In a recent judgment delivered by the Court of Protection, a local council was successful in wresting control over an old man’s finances from a family member.

The 91-year-old man has been resident in a care home for more than a year and suffers from Alzheimer’s disease. He also suffers from a delusional disorder which has led to anti-social behaviour and to his being sectioned under the Mental Health Act 1983 on three separate occasions. On the last of these occasions, he was released to the care home where he now lives.

It was discovered that a number of withdrawals had been made from the man’s bank account. Some £2,000 had been taken out since he went into care and the circumstances of the withdrawals were such that there was a ‘safeguarding of vulnerable adults’ alert, and an investigation regarding this is ongoing. The investigation concerns the role of the man’s niece in looking after his finances.
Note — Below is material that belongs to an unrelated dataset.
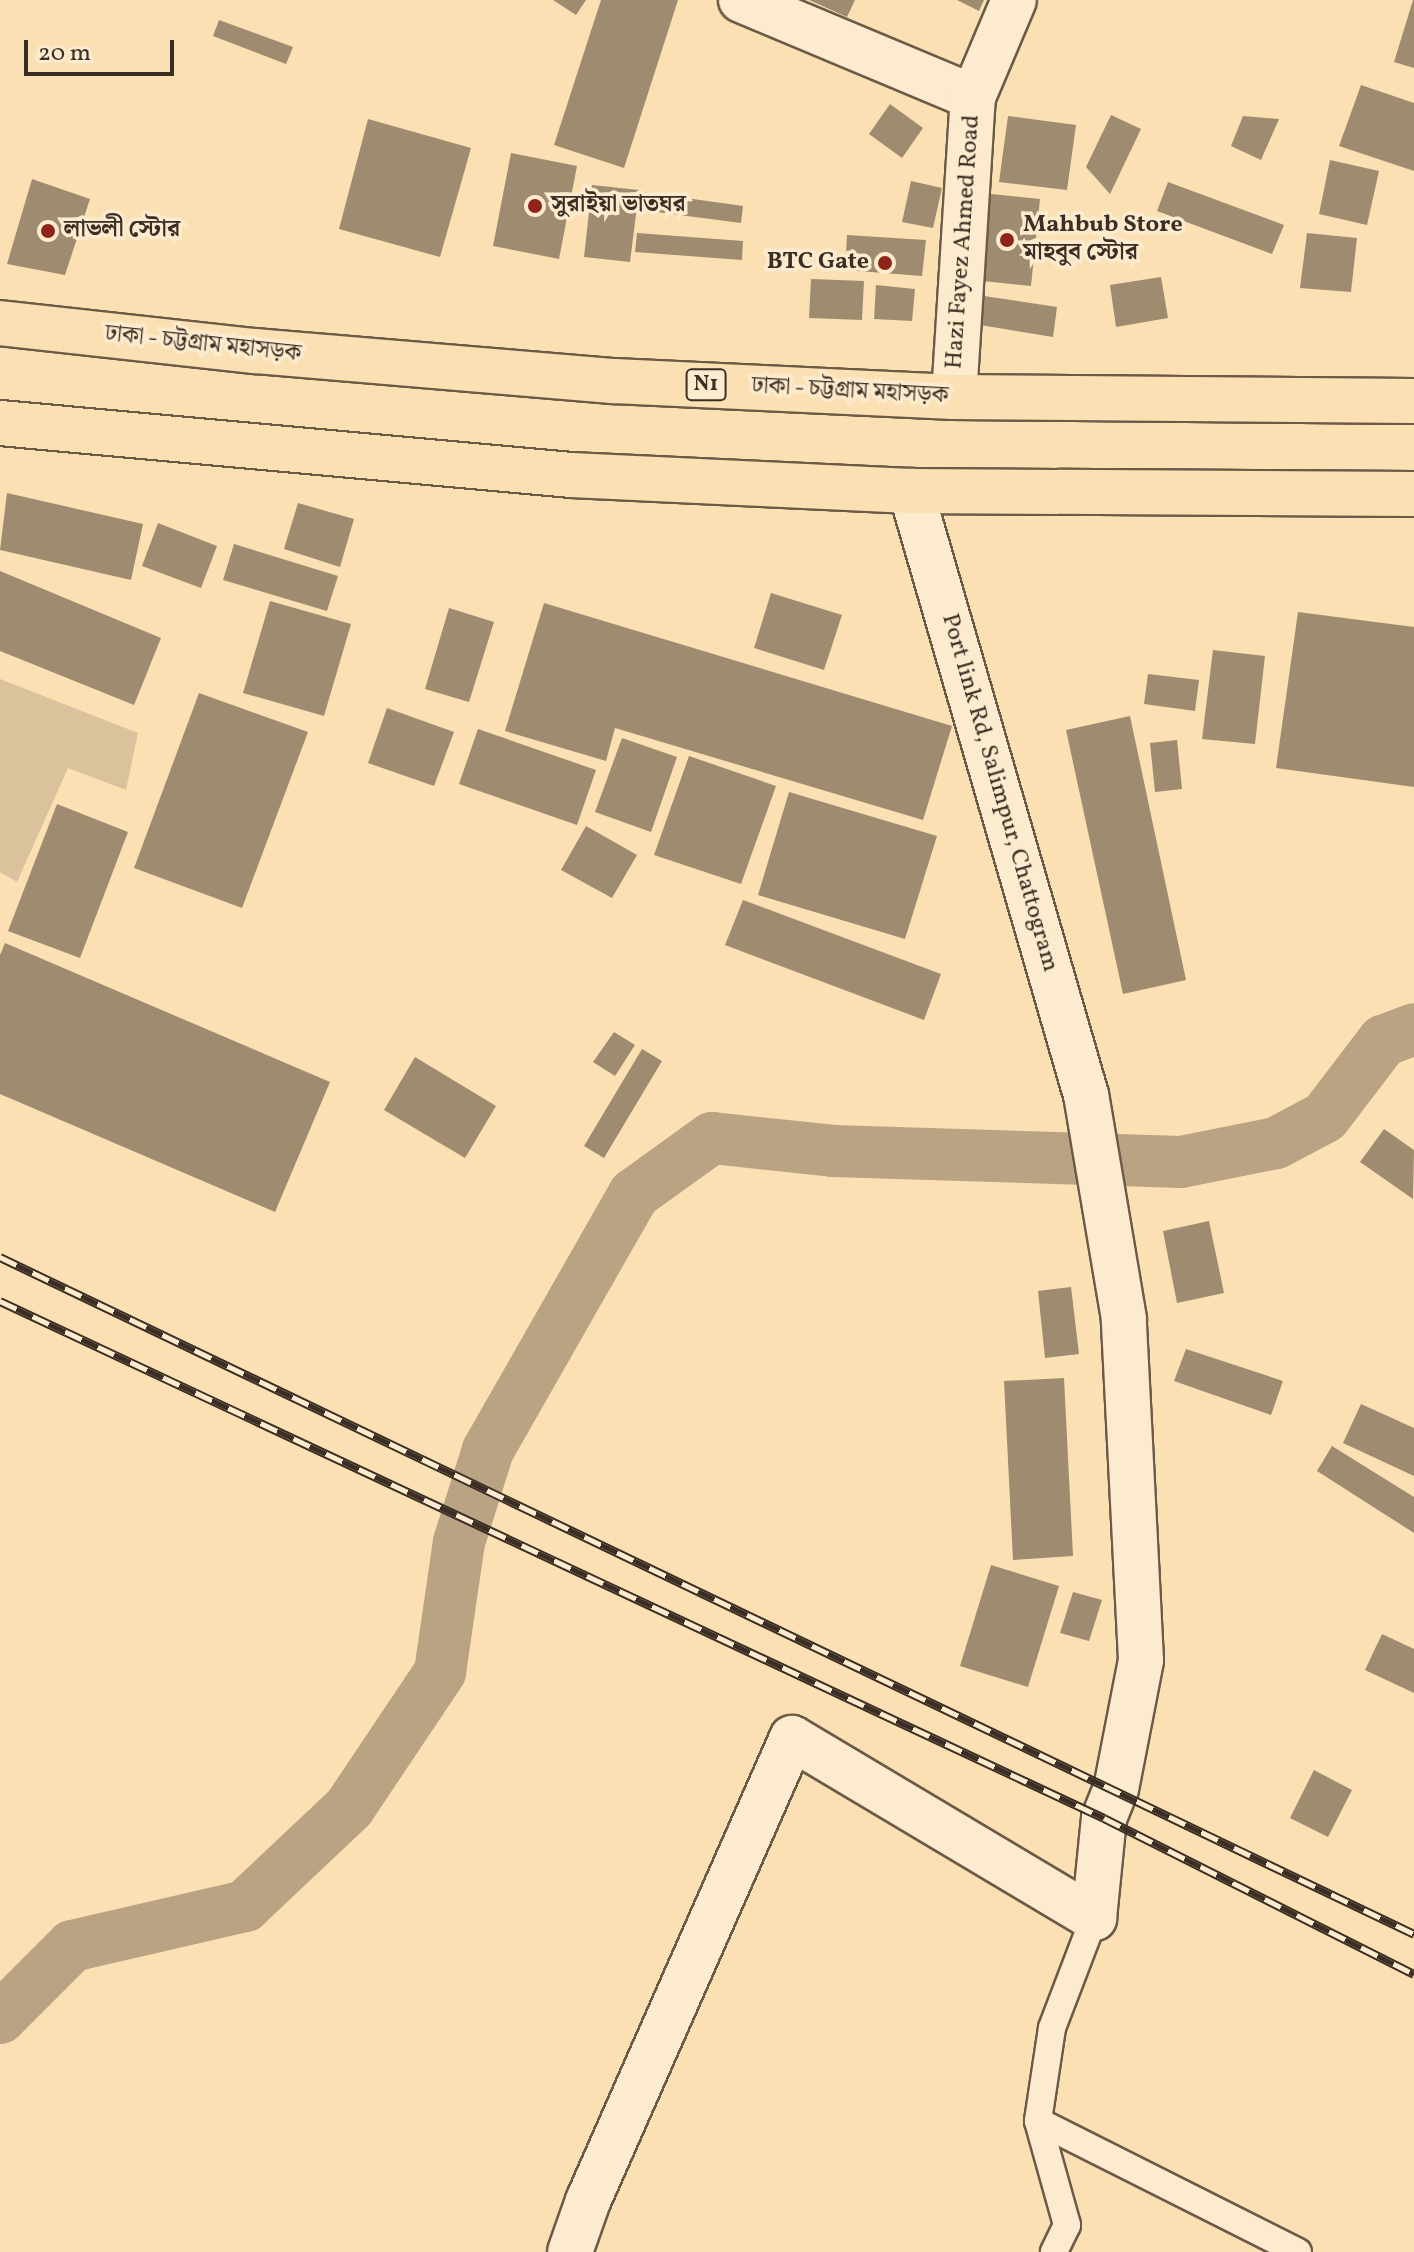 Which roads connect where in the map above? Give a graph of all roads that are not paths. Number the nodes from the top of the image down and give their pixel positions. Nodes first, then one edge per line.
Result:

It was also revealed that he had made a will which leaves his entire estate (worth approximately £750,000) to his niece, replacing an earlier will which divided his estate equally between his nieces and nephews.

In considering the application from the local council to be appointed the man’s ‘deputy’ and manage his property and financial affairs, the Court heard deeply conflicting statements from council employees and the niece.

Among the more telling evidence was commentary from council employees about the tantrums and aggressive behaviour shown by the niece when it was suggested that she had failed to put her uncle’s interests above her own when dealing with his affairs.

The judge hearing the case concluded that he would be wary of appointing the niece as the man’s deputy ‘in circumstances which by no stretch of the imagination can be described as free of conflict of interest and undue influence’.

The case illustrates the importance of ensuring that when you are acting on someone else’s behalf, you put their interests first at all times and can demonstrate that this is the case. It is also advisable when dealing with social workers and other council employees to maintain an even temper.